=== Directions for this task ===
Whenever a line below mentions the word "Centralia", that line should be copied.

=== Data for this task ===
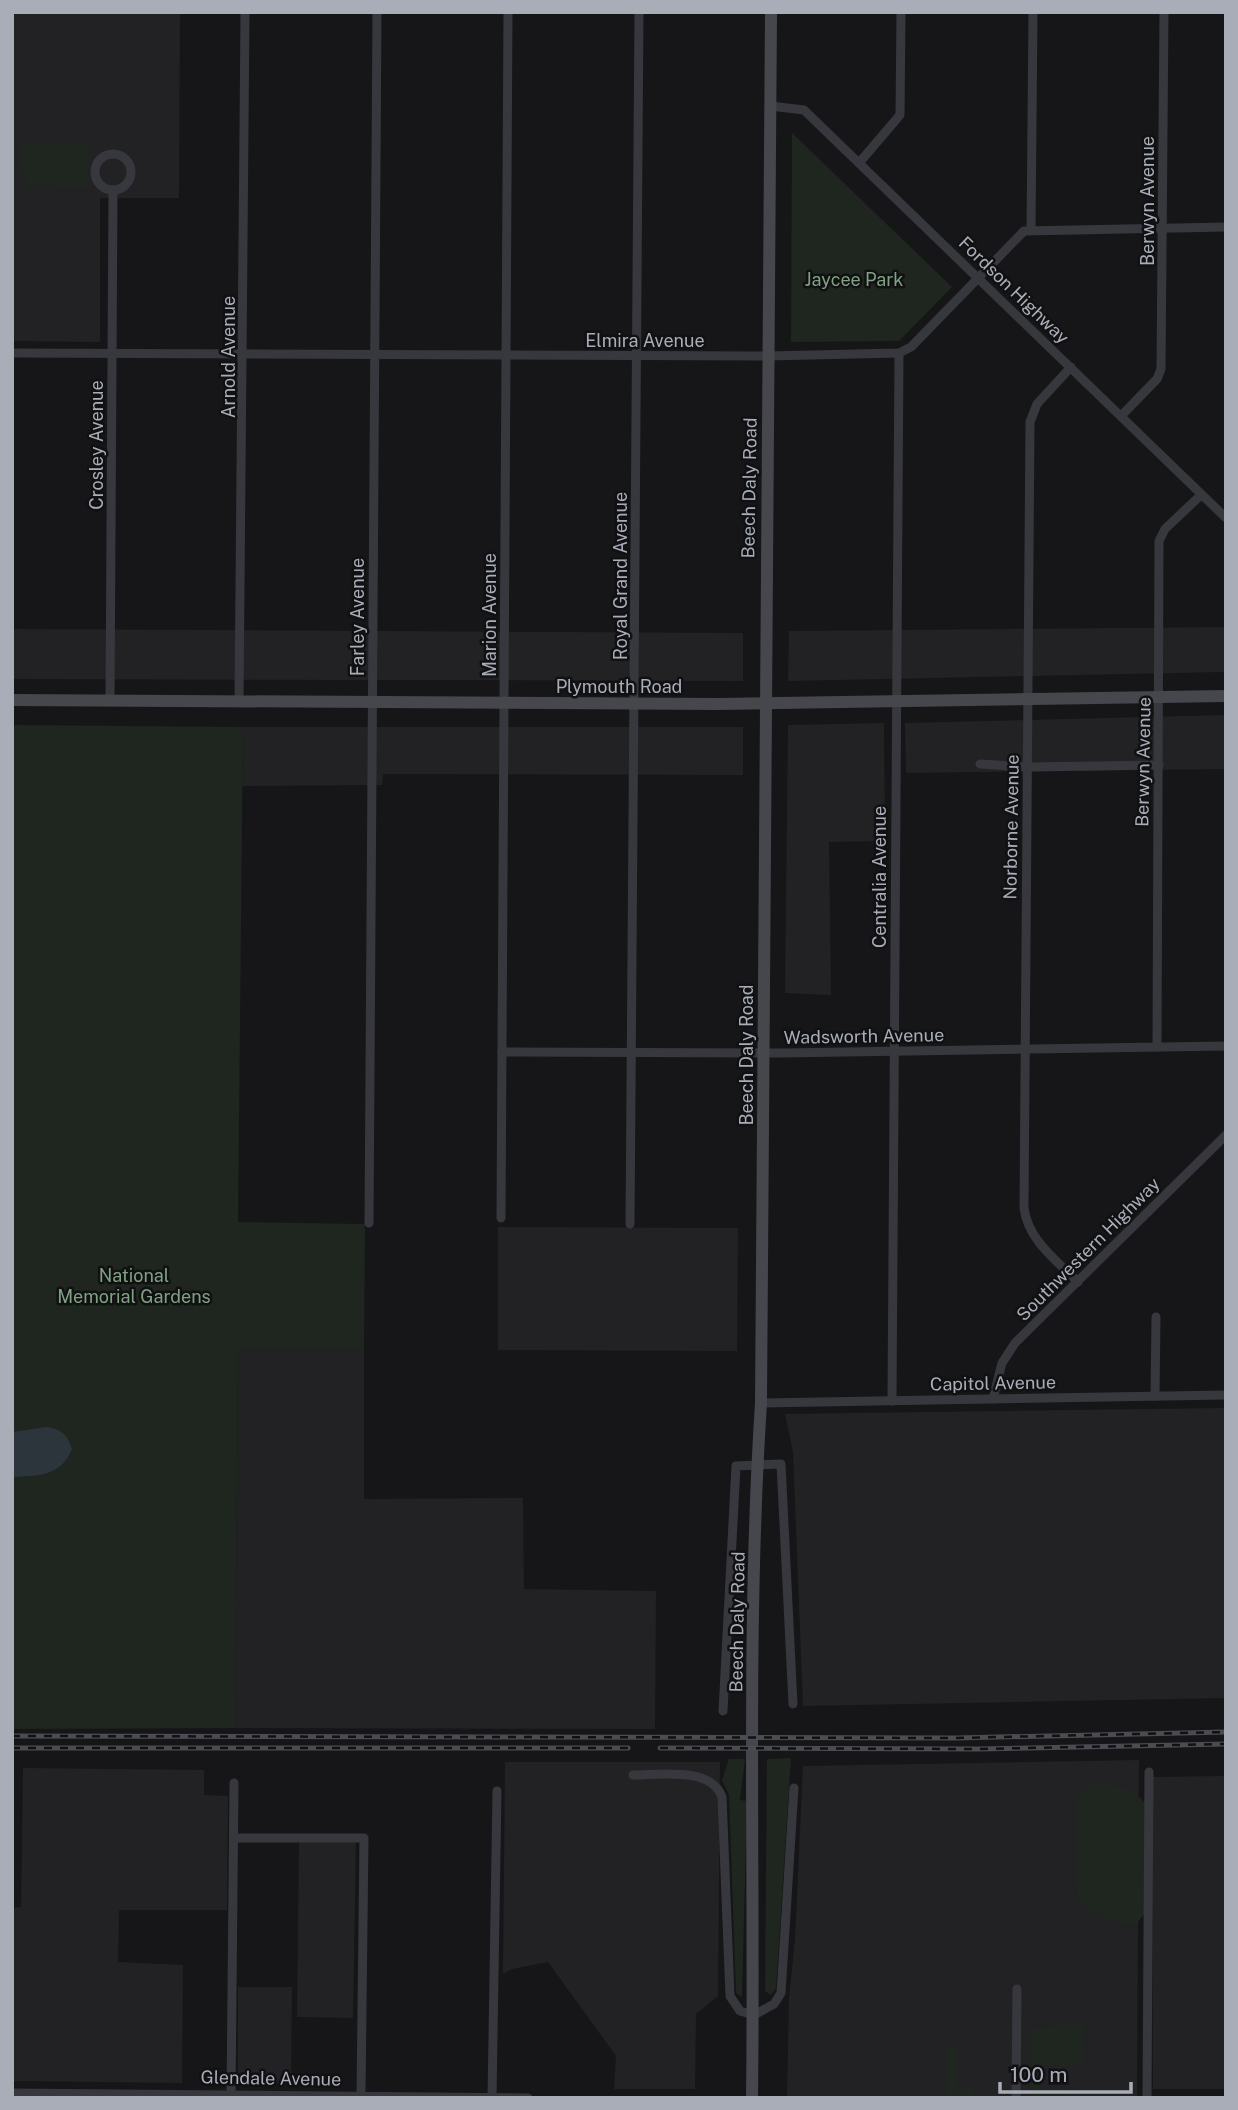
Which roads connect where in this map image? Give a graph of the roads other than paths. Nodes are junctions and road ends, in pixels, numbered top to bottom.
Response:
1 (246, 12) edge
2 (377, 12) edge
3 (508, 12) edge
4 (639, 12) edge
5 (771, 12) edge
6 (901, 12) edge
7 (1033, 12) edge
8 (1164, 12) edge
9 (770, 106) junction
10 (859, 163) junction
11 (113, 190) junction
12 (1163, 227) junction
13 (1226, 227) edge
14 (1031, 230) junction
15 (978, 278) junction
16 (12, 353) edge
17 (112, 353) junction
18 (899, 353) junction
19 (375, 354) junction
20 (243, 355) junction
21 (637, 355) junction
22 (506, 356) junction
23 (768, 356) junction
24 (1071, 368) junction
25 (1121, 416) junction
26 (1201, 495) junction
27 (1226, 518) edge
28 (1226, 696) edge
29 (1159, 697) junction
30 (1028, 699) junction
31 (12, 700) edge
32 (110, 701) junction
33 (239, 702) junction
34 (897, 702) junction
35 (373, 703) junction
36 (504, 703) junction
37 (635, 704) junction
38 (765, 704) junction
39 (980, 764) dead end
40 (1158, 765) junction
41 (1028, 767) junction
42 (1226, 1046) edge
43 (1157, 1047) junction
44 (1025, 1049) junction
45 (502, 1052) junction
46 (895, 1052) junction
47 (764, 1053) junction
48 (632, 1054) junction
49 (1226, 1135) edge
50 (501, 1218) dead end
51 (369, 1223) dead end
52 (630, 1224) dead end
53 (1078, 1282) junction
54 (1156, 1317) dead end
55 (1226, 1395) edge
56 (1155, 1396) junction
57 (993, 1399) junction
58 (892, 1401) junction
59 (761, 1403) junction
60 (757, 1464) junction
61 (793, 1704) dead end
62 (723, 1711) dead end
63 (1149, 1773) dead end
64 (634, 1775) dead end
65 (234, 1783) dead end
66 (794, 1788) dead end
67 (497, 1791) dead end
68 (234, 1838) junction
69 (1017, 1989) dead end
70 (754, 2015) junction
71 (12, 2093) edge
72 (107, 2095) edge
73 (231, 2095) edge
74 (361, 2095) junction
75 (492, 2097) edge
76 (528, 2098) edge
77 (752, 2098) edge
78 (1016, 2098) edge
79 (1147, 2098) edge

1 - 20 street, Arnold Avenue
2 - 19 street, Farley Avenue
3 - 22 street, Marion Avenue
4 - 21 street, Royal Grand Avenue
5 - 9 main road, Beech Daly Road
6 - 10 street
7 - 14 street
8 - 12 street, Berwyn Avenue
9 - 10 street, Fordson Highway
9 - 23 main road, Beech Daly Road
10 - 15 street, Fordson Highway
11 - 11 street
11 - 17 street, Crosley Avenue
12 - 13 street
12 - 14 street
12 - 25 street, Berwyn Avenue
14 - 15 street
15 - 18 street
15 - 24 street, Fordson Highway
16 - 17 street, Elmira Avenue
17 - 20 street, Elmira Avenue
17 - 32 street, Crosley Avenue
18 - 23 street, Elmira Avenue
18 - 34 street, Centralia Avenue
19 - 20 street, Elmira Avenue
19 - 22 street, Elmira Avenue
19 - 35 street, Farley Avenue
20 - 33 street, Arnold Avenue
21 - 22 street, Elmira Avenue
21 - 23 street, Elmira Avenue
21 - 37 street, Royal Grand Avenue
22 - 36 street, Marion Avenue
23 - 38 main road, Beech Daly Road
24 - 25 street, Fordson Highway
24 - 30 street, Norborne Avenue
25 - 26 street, Fordson Highway
26 - 27 street, Fordson Highway
26 - 29 street, Berwyn Avenue
28 - 29 main road, Plymouth Road
29 - 30 main road, Plymouth Road
29 - 40 street, Berwyn Avenue
30 - 34 main road, Plymouth Road
30 - 41 street, Norborne Avenue
31 - 32 main road, Plymouth Road
32 - 33 main road, Plymouth Road
33 - 35 main road, Plymouth Road
34 - 38 main road, Plymouth Road
34 - 46 street, Centralia Avenue
35 - 36 main road, Plymouth Road
35 - 51 street, Farley Avenue
36 - 37 main road, Plymouth Road
36 - 45 street, Marion Avenue
37 - 38 main road, Plymouth Road
37 - 48 street, Royal Grand Avenue
38 - 47 main road, Beech Daly Road
39 - 41 street
40 - 41 street
40 - 43 street, Berwyn Avenue
41 - 44 street, Norborne Avenue
42 - 43 street, Wadsworth Avenue
43 - 44 street, Wadsworth Avenue
44 - 46 street, Wadsworth Avenue
44 - 53 street, Norborne Avenue
45 - 48 street, Wadsworth Avenue
45 - 50 street, Marion Avenue
46 - 47 street, Wadsworth Avenue
46 - 58 street, Centralia Avenue
47 - 48 street, Wadsworth Avenue
47 - 59 main road, Beech Daly Road
48 - 52 street, Royal Grand Avenue
49 - 53 street, Southwestern Highway
53 - 57 street, Southwestern Highway
54 - 56 street
55 - 56 street, Capitol Avenue
56 - 57 street, Capitol Avenue
57 - 58 street, Capitol Avenue
58 - 59 street, Capitol Avenue
59 - 60 main road, Beech Daly Road
60 - 61 street
60 - 62 street
60 - 70 main road, Beech Daly Road
63 - 79 street
64 - 70 street
65 - 68 street
66 - 70 street
67 - 75 street
68 - 73 street
68 - 74 street
69 - 78 street
70 - 77 main road, Beech Daly Road
71 - 72 street, Glendale Avenue
72 - 73 street, Glendale Avenue
73 - 74 street, Glendale Avenue
74 - 75 street, Glendale Avenue
75 - 76 street, Glendale Avenue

=== Answer below ===
18 - 34 street, Centralia Avenue
34 - 46 street, Centralia Avenue
46 - 58 street, Centralia Avenue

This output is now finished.